== Material for this exercise

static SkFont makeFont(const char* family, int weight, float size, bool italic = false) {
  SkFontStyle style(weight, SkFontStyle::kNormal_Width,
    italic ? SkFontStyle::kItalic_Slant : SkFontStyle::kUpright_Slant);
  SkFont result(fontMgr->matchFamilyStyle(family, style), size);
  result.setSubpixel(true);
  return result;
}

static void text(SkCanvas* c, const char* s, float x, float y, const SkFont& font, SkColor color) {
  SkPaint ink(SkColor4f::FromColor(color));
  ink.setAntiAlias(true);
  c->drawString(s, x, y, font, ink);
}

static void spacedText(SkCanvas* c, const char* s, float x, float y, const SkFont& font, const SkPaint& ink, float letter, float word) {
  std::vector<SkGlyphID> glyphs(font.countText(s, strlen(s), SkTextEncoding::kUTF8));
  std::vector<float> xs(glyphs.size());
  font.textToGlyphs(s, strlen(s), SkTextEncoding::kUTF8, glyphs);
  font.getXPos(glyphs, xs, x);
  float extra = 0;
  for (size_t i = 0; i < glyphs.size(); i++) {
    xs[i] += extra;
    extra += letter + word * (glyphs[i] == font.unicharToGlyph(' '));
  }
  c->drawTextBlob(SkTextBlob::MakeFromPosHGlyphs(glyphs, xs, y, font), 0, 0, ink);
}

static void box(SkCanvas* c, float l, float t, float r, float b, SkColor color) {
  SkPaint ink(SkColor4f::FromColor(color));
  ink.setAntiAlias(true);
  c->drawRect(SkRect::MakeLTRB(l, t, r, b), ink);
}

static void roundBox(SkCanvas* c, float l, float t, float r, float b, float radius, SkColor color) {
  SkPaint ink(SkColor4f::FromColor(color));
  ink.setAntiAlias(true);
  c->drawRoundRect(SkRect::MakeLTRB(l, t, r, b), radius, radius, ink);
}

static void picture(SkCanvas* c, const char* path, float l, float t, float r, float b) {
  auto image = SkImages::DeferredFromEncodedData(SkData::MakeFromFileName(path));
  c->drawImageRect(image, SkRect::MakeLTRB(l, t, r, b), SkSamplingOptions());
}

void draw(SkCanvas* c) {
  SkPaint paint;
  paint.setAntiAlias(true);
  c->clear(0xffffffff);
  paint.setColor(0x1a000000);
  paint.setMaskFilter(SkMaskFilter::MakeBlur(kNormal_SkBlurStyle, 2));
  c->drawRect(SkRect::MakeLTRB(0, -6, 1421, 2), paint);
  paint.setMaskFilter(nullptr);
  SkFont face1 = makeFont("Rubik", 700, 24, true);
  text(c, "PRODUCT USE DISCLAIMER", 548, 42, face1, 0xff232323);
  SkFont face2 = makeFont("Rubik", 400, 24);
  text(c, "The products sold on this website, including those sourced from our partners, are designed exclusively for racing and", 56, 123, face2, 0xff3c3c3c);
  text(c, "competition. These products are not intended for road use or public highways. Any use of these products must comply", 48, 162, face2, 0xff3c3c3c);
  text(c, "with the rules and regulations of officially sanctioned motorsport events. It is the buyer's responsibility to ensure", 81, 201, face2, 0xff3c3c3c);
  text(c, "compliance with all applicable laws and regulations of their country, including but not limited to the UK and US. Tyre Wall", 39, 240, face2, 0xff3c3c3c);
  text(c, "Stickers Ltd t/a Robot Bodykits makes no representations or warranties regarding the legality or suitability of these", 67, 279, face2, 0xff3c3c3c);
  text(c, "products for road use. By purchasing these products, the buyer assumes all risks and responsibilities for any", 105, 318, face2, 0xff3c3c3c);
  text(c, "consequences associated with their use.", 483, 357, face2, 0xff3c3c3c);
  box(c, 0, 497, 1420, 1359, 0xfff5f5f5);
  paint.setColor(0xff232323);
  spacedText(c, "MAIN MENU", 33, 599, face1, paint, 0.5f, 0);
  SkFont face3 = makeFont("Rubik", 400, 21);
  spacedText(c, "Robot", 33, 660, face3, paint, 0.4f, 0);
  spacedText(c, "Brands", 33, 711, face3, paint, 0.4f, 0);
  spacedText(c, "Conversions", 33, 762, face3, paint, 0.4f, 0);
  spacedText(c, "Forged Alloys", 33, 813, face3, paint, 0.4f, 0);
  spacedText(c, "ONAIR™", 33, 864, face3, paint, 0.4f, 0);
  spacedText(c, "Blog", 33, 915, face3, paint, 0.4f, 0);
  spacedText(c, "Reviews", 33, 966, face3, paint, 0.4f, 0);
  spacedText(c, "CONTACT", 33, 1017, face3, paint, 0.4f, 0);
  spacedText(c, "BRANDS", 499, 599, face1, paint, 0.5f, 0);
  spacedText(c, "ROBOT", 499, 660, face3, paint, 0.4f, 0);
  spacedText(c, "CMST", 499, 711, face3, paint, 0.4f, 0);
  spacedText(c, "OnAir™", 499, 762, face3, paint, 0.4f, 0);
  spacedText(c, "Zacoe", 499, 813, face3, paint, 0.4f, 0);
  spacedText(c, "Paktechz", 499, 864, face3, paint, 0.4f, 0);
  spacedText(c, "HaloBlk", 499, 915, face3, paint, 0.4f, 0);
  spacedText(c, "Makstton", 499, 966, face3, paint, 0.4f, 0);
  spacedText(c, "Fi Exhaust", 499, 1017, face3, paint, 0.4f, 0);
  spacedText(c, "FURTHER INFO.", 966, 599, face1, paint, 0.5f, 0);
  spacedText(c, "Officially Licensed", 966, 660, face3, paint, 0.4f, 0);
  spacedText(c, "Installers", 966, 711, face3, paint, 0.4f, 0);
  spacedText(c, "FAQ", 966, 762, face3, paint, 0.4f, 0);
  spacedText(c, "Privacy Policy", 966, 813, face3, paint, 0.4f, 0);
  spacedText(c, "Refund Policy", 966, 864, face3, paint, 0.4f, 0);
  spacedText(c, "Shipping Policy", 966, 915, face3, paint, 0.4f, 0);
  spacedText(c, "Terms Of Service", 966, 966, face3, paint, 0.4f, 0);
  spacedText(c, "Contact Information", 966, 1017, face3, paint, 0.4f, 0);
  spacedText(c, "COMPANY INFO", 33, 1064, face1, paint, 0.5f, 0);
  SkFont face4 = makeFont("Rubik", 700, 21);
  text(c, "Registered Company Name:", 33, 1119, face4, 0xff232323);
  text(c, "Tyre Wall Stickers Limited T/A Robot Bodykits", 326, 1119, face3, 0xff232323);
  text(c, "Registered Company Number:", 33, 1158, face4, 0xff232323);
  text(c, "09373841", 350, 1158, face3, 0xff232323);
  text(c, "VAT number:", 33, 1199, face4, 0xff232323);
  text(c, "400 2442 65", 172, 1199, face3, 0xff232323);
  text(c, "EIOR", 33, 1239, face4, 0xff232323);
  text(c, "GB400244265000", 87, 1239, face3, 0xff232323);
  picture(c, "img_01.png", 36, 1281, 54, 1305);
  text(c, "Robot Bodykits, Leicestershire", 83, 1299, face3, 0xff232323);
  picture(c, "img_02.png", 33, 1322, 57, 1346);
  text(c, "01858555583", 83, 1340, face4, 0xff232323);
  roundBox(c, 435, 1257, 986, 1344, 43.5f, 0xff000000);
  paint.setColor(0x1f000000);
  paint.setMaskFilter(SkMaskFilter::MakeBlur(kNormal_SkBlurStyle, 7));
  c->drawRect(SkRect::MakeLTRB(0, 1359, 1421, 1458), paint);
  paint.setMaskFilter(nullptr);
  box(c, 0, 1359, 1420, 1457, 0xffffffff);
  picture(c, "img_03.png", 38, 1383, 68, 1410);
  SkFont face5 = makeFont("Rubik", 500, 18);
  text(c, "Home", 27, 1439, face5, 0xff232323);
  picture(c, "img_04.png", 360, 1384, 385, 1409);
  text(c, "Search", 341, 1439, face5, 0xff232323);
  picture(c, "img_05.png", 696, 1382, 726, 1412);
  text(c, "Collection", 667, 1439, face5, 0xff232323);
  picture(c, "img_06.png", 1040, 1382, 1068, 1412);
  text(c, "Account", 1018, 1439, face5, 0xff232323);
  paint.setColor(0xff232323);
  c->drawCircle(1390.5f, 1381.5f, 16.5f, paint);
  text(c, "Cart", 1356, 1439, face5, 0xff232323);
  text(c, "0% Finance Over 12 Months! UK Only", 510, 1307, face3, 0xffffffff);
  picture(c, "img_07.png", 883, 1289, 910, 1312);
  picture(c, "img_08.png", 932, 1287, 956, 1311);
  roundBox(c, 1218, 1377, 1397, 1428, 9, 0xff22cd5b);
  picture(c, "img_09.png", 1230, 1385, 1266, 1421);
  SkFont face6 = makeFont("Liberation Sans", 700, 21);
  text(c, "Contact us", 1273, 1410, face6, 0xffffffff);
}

====

Restate the data verbatim through the "paint.setAntiAlias(true);" line.

*Answer to this exercise*:
static SkFont makeFont(const char* family, int weight, float size, bool italic = false) {
  SkFontStyle style(weight, SkFontStyle::kNormal_Width,
    italic ? SkFontStyle::kItalic_Slant : SkFontStyle::kUpright_Slant);
  SkFont result(fontMgr->matchFamilyStyle(family, style), size);
  result.setSubpixel(true);
  return result;
}

static void text(SkCanvas* c, const char* s, float x, float y, const SkFont& font, SkColor color) {
  SkPaint ink(SkColor4f::FromColor(color));
  ink.setAntiAlias(true);
  c->drawString(s, x, y, font, ink);
}

static void spacedText(SkCanvas* c, const char* s, float x, float y, const SkFont& font, const SkPaint& ink, float letter, float word) {
  std::vector<SkGlyphID> glyphs(font.countText(s, strlen(s), SkTextEncoding::kUTF8));
  std::vector<float> xs(glyphs.size());
  font.textToGlyphs(s, strlen(s), SkTextEncoding::kUTF8, glyphs);
  font.getXPos(glyphs, xs, x);
  float extra = 0;
  for (size_t i = 0; i < glyphs.size(); i++) {
    xs[i] += extra;
    extra += letter + word * (glyphs[i] == font.unicharToGlyph(' '));
  }
  c->drawTextBlob(SkTextBlob::MakeFromPosHGlyphs(glyphs, xs, y, font), 0, 0, ink);
}

static void box(SkCanvas* c, float l, float t, float r, float b, SkColor color) {
  SkPaint ink(SkColor4f::FromColor(color));
  ink.setAntiAlias(true);
  c->drawRect(SkRect::MakeLTRB(l, t, r, b), ink);
}

static void roundBox(SkCanvas* c, float l, float t, float r, float b, float radius, SkColor color) {
  SkPaint ink(SkColor4f::FromColor(color));
  ink.setAntiAlias(true);
  c->drawRoundRect(SkRect::MakeLTRB(l, t, r, b), radius, radius, ink);
}

static void picture(SkCanvas* c, const char* path, float l, float t, float r, float b) {
  auto image = SkImages::DeferredFromEncodedData(SkData::MakeFromFileName(path));
  c->drawImageRect(image, SkRect::MakeLTRB(l, t, r, b), SkSamplingOptions());
}

void draw(SkCanvas* c) {
  SkPaint paint;
  paint.setAntiAlias(true);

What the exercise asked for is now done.